Every single line below has to be printed once more, exactly.

Source material ▸

********

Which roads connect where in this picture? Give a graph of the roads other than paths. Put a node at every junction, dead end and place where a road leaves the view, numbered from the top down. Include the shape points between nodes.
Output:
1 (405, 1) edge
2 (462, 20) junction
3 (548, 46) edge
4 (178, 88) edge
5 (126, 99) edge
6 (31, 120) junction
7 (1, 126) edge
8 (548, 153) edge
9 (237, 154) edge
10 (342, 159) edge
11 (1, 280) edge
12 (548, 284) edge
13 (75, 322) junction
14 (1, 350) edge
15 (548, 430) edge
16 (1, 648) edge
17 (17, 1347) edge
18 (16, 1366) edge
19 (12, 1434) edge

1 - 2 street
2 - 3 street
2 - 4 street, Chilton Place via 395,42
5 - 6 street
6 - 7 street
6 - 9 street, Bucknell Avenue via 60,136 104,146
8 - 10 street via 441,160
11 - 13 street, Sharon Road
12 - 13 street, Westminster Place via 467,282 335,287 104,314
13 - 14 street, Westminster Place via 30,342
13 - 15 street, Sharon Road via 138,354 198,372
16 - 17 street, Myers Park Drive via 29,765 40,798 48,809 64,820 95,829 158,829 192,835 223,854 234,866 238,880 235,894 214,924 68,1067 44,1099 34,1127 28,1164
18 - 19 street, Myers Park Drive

********

Written answer ▸
Which roads connect where in this picture? Give a graph of the roads other than paths. Put a node at every junction, dead end and place where a road leaves the view, numbered from the top down. Include the shape points between nodes.
Output:
1 (405, 1) edge
2 (462, 20) junction
3 (548, 46) edge
4 (178, 88) edge
5 (126, 99) edge
6 (31, 120) junction
7 (1, 126) edge
8 (548, 153) edge
9 (237, 154) edge
10 (342, 159) edge
11 (1, 280) edge
12 (548, 284) edge
13 (75, 322) junction
14 (1, 350) edge
15 (548, 430) edge
16 (1, 648) edge
17 (17, 1347) edge
18 (16, 1366) edge
19 (12, 1434) edge

1 - 2 street
2 - 3 street
2 - 4 street, Chilton Place via 395,42
5 - 6 street
6 - 7 street
6 - 9 street, Bucknell Avenue via 60,136 104,146
8 - 10 street via 441,160
11 - 13 street, Sharon Road
12 - 13 street, Westminster Place via 467,282 335,287 104,314
13 - 14 street, Westminster Place via 30,342
13 - 15 street, Sharon Road via 138,354 198,372
16 - 17 street, Myers Park Drive via 29,765 40,798 48,809 64,820 95,829 158,829 192,835 223,854 234,866 238,880 235,894 214,924 68,1067 44,1099 34,1127 28,1164
18 - 19 street, Myers Park Drive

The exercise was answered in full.